When the Moon Turns to Blood
- First edition cover
- Author: Leah Sottile
- Publisher: Twelve Books

= When the Moon Turns to Blood =

2022 true crime book by Leah Sottile

When the Moon Turns to Blood: Lori Vallow, Chad Daybell, and a Story of Murder, Wild Faith, and End Times is a true crime book written by Leah Sottile and published by Twelve Books.

== Background ==
The title comes from the Book of Revelation during which the moon is prophesied to turn red like blood. The book discusses the killings of Tylee Ryan and J. J. Vallow. Sottile focuses on the extremist Mormon beliefs of the children's mother Lori Vallow and her lover Chad Daybell. They were particularly fond of apocalyptic literature. Vallow and Daybell were arrested in Hawaii after the children were reported missing. They were found buried in Daybell's backyard in Idaho in June of 2020.

== Reception ==
The book was a 2023 Oregon Book Awards Finalist for the Frances Fuller Victor Award for General Nonfiction.
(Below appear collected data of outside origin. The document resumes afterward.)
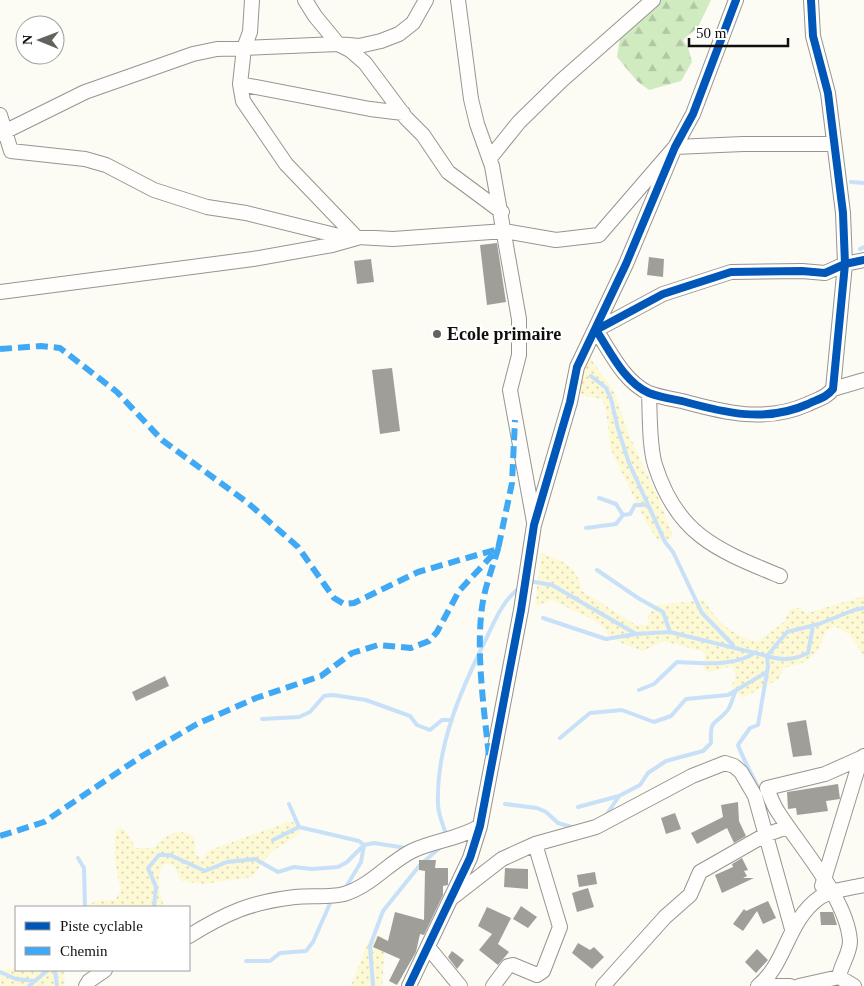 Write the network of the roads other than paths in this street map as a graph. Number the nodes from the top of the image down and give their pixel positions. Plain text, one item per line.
1 (252, 0) edge
2 (305, 0) edge
3 (426, 0) edge
4 (458, 0) edge
5 (653, 0) edge
6 (736, 0) edge
7 (811, 0) edge
8 (338, 44) junction
9 (244, 48) junction
10 (240, 84) junction
11 (403, 113) junction
12 (0, 115) edge
13 (2, 133) edge
14 (833, 144) junction
15 (675, 147) junction
16 (490, 158) junction
17 (502, 212) junction
18 (505, 231) junction
19 (357, 238) junction
20 (864, 260) edge
21 (845, 264) junction
22 (0, 292) edge
23 (596, 330) junction
24 (864, 380) edge
25 (833, 388) junction
26 (649, 393) junction
27 (534, 525) junction
28 (780, 576) dead end
29 (863, 757) edge
30 (480, 826) junction
31 (788, 827) junction
32 (765, 835) junction
33 (534, 844) junction
34 (823, 880) junction
35 (864, 885) edge
36 (826, 895) junction
37 (451, 899) junction
38 (792, 929) junction
39 (190, 935) edge
40 (428, 947) junction
41 (104, 971) edge
42 (839, 977) junction
43 (86, 986) edge
44 (409, 986) edge
45 (460, 986) edge
46 (493, 986) edge
47 (603, 986) edge
48 (759, 986) edge
49 (790, 986) edge
50 (799, 986) edge
51 (854, 986) edge

1 - 9 street
2 - 8 street
3 - 8 street
4 - 16 street
5 - 16 street
6 - 15 street
7 - 14 street
8 - 9 street
8 - 11 street
9 - 10 street
9 - 13 street
10 - 11 street
10 - 19 street
11 - 17 street
12 - 13 street
13 - 19 street
14 - 15 street
14 - 21 street
15 - 18 street
15 - 23 street
16 - 17 street
17 - 18 street
18 - 19 street
18 - 27 street
19 - 22 street
20 - 21 street
21 - 23 street
21 - 25 street
23 - 26 street
23 - 27 street
24 - 25 street
25 - 26 street
26 - 28 street
27 - 30 street
29 - 31 street
29 - 34 street
30 - 37 street
30 - 39 street
31 - 32 street
31 - 34 street
32 - 33 street
32 - 38 street
32 - 47 street
33 - 37 street
33 - 46 street
34 - 36 street
35 - 36 street
36 - 38 street
36 - 42 street
37 - 40 street
38 - 48 street
40 - 44 street
40 - 45 street
41 - 43 street
42 - 50 street
42 - 51 street
48 - 49 street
John Dehlin, of the Mormon Stories Podcast, called it "a critical book for understanding 21st century Mormonism," and Courtney Eathorne wrote in Booklist that the book is an "exquisitely researched history of LDS and its fringe offshoots." Ron Sylvester wrote in the Spokesman-Review that “Sottile uses the story, unthinkable to most parents, that a mom would participate in the killing of her own children, to weave together an unhealthy obsession, shared by a large swath of Americans that poisons both Christianity and conservative politics.” The Publishers Weekly review says that Sottile's "attempts to impose broader significance will fall flat for many”.